Return all the lines below in which the string "Pass" appears.

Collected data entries

##############################

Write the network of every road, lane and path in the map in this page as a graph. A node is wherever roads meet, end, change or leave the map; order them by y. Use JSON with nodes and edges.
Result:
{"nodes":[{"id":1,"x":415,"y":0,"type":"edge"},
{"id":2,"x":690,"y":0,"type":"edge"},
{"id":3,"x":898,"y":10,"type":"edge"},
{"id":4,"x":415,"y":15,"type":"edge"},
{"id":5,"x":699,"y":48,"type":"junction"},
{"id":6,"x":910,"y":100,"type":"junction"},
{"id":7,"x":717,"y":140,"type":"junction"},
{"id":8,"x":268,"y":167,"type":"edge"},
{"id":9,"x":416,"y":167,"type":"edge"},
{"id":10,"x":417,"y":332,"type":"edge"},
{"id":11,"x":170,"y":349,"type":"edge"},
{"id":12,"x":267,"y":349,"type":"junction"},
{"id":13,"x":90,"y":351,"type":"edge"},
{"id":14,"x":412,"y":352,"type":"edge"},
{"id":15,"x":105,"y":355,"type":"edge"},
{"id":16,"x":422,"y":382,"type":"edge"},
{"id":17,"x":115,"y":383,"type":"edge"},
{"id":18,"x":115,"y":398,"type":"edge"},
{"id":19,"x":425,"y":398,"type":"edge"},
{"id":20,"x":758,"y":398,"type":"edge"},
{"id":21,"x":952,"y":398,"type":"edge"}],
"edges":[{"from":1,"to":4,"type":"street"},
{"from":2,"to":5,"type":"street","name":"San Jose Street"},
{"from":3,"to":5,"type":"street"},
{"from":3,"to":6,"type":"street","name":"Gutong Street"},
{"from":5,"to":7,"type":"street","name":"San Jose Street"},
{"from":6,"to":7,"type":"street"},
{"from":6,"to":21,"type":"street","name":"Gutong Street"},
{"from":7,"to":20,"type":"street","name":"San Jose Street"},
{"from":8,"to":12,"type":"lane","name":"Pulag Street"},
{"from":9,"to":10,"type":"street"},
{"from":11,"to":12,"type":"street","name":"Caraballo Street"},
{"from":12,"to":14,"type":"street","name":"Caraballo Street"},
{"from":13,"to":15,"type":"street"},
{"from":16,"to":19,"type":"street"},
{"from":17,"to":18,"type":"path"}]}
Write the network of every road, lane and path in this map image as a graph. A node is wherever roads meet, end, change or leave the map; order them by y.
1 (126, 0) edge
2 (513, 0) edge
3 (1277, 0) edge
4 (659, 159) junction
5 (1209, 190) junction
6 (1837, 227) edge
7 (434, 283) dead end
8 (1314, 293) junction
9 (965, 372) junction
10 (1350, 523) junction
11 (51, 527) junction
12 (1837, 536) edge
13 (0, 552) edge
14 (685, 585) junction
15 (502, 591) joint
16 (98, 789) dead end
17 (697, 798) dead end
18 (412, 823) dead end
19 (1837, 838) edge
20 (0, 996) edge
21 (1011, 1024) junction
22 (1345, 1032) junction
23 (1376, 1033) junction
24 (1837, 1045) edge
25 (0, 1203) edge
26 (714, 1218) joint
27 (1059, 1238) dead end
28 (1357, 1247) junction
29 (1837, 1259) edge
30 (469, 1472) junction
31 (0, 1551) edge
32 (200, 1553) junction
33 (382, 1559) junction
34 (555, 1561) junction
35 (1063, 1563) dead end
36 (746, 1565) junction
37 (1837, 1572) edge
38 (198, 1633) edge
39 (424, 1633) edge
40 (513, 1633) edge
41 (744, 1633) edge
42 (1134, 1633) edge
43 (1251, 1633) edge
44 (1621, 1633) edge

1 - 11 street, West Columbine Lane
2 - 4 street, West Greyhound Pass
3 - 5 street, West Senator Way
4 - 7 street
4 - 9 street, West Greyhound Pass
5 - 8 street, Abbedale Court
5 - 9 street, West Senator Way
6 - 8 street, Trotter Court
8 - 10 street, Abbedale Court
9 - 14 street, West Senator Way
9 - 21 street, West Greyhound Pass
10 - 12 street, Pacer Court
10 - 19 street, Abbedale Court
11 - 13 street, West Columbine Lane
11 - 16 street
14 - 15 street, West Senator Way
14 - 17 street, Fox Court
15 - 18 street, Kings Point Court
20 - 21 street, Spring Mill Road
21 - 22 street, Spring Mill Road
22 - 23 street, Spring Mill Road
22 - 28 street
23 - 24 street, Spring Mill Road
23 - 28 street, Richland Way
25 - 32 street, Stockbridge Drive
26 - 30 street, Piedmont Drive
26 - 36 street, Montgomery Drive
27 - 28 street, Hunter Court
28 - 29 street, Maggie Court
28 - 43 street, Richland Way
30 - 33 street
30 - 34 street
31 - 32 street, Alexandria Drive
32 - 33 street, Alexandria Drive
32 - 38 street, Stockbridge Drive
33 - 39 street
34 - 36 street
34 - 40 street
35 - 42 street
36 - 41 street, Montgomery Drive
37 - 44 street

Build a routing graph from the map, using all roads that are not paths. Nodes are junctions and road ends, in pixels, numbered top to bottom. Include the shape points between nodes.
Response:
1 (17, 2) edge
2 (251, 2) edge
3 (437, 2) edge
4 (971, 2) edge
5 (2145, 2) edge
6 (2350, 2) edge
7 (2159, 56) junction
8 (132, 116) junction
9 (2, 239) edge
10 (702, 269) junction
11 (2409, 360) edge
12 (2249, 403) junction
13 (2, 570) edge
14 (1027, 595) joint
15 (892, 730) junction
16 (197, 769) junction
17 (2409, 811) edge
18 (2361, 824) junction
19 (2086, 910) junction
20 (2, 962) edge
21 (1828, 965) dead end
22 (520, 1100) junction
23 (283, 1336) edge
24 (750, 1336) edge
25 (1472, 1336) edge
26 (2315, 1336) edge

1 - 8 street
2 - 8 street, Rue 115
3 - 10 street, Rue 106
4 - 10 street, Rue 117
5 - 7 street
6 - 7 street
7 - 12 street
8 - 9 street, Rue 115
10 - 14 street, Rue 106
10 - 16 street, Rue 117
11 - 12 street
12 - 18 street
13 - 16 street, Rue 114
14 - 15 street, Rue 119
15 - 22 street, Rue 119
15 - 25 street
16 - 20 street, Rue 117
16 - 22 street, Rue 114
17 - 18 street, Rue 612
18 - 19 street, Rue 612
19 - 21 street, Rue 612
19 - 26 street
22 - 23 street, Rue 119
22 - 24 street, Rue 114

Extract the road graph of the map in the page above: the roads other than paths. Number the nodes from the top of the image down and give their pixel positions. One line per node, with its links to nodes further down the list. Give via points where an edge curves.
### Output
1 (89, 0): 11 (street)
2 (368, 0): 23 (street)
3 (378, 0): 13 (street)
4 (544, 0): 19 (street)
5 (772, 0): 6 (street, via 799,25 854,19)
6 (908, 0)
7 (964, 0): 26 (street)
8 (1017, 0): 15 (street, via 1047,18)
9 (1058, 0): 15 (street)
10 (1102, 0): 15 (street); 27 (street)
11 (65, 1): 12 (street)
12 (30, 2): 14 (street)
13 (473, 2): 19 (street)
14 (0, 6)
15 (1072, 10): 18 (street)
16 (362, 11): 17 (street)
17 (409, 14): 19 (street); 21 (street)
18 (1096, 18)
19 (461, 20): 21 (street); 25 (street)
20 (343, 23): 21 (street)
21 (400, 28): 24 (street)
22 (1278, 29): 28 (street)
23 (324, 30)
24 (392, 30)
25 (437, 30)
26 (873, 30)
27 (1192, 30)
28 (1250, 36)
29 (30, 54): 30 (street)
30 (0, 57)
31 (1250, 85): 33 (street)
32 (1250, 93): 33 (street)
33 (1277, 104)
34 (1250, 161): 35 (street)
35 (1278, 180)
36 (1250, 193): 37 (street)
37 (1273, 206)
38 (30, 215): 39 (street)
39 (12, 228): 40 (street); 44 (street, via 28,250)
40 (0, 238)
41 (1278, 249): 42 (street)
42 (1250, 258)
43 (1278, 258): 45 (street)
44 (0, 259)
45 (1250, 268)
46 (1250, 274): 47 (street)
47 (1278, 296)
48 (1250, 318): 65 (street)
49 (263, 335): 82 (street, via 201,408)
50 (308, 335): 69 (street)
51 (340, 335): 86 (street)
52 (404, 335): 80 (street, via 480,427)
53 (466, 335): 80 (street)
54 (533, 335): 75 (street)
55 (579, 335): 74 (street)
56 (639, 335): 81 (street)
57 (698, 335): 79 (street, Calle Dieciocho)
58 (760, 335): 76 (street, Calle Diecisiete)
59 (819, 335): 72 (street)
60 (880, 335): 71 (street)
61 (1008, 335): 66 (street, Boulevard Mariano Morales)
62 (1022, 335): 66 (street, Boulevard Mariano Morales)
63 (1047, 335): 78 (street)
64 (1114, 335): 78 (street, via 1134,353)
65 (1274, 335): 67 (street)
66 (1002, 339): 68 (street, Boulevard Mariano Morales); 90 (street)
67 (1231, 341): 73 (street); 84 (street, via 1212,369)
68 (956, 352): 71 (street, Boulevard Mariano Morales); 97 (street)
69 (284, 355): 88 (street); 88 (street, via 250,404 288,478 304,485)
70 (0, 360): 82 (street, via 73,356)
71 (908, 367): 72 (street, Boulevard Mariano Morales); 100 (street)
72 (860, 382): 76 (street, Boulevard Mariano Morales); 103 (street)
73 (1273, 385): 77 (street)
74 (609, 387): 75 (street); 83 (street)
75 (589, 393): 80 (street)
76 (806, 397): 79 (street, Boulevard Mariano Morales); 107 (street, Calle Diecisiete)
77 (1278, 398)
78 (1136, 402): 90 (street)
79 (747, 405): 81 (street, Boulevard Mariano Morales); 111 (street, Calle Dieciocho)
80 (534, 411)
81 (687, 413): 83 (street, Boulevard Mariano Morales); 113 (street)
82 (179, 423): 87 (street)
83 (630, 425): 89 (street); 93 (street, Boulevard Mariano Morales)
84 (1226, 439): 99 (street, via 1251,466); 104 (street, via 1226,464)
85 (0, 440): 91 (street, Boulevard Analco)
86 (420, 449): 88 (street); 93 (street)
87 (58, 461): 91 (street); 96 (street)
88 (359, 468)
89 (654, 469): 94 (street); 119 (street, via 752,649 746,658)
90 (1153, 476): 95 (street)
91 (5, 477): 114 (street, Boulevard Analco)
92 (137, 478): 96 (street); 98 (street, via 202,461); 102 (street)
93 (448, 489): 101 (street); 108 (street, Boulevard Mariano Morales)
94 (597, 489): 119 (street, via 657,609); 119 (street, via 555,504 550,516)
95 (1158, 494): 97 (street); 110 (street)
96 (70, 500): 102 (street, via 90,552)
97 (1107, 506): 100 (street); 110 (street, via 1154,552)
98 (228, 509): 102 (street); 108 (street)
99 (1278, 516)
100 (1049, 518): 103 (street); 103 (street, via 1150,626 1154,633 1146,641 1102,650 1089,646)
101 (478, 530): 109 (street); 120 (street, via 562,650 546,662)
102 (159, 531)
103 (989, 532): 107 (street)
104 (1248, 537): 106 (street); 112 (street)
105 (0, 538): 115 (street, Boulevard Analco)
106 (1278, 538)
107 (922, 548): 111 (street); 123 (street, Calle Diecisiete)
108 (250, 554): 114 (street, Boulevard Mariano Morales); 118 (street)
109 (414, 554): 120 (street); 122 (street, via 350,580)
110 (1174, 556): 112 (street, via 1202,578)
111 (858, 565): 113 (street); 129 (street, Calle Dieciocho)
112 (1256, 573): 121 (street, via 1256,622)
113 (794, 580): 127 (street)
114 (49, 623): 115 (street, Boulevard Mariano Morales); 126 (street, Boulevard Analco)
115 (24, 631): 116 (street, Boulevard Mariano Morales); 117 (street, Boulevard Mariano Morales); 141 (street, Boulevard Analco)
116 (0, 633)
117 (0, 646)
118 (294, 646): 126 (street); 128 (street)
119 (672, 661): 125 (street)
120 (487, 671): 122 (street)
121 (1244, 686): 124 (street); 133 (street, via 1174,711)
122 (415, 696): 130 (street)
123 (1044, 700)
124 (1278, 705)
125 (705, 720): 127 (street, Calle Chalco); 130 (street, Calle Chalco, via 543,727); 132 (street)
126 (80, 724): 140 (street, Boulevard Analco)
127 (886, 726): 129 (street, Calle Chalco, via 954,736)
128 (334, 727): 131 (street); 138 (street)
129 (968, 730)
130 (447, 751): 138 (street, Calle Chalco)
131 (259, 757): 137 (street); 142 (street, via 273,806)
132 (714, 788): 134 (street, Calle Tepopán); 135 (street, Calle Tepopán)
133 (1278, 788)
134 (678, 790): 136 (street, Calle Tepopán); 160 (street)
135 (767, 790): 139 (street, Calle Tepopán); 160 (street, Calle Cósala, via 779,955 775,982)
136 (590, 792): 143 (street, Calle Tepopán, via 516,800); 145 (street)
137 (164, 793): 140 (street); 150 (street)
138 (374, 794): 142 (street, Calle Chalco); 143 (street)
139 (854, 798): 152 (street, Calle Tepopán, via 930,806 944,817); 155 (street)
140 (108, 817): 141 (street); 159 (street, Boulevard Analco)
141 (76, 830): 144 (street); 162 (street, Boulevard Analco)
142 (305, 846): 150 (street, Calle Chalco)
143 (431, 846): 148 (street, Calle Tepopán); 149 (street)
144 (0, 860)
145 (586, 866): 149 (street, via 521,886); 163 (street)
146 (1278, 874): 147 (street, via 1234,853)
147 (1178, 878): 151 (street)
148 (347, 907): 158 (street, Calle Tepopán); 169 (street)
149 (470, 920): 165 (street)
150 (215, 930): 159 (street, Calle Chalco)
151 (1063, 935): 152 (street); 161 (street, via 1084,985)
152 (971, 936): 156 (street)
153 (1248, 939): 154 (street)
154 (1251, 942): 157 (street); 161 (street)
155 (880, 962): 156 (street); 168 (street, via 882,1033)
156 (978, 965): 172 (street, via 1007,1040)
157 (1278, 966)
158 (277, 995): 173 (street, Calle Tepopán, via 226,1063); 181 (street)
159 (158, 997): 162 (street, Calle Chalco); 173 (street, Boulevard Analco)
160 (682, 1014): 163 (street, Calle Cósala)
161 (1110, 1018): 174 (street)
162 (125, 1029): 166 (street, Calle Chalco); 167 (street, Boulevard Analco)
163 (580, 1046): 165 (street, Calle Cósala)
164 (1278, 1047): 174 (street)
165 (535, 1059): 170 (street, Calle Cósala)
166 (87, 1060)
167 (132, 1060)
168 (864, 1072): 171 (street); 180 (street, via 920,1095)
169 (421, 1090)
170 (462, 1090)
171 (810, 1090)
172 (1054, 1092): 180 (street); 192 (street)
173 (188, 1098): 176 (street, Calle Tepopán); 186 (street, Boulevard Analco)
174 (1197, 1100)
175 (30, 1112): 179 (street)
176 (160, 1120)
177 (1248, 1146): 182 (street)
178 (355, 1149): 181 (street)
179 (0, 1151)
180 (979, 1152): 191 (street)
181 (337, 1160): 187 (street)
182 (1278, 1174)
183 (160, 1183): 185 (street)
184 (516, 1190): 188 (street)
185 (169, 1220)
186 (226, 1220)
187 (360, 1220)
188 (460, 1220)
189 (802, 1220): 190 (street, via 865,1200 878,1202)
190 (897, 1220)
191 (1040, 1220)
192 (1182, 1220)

##############################

RESPONSE TO THIS EXERCISE:
2 - 4 street, West Greyhound Pass
4 - 9 street, West Greyhound Pass
9 - 21 street, West Greyhound Pass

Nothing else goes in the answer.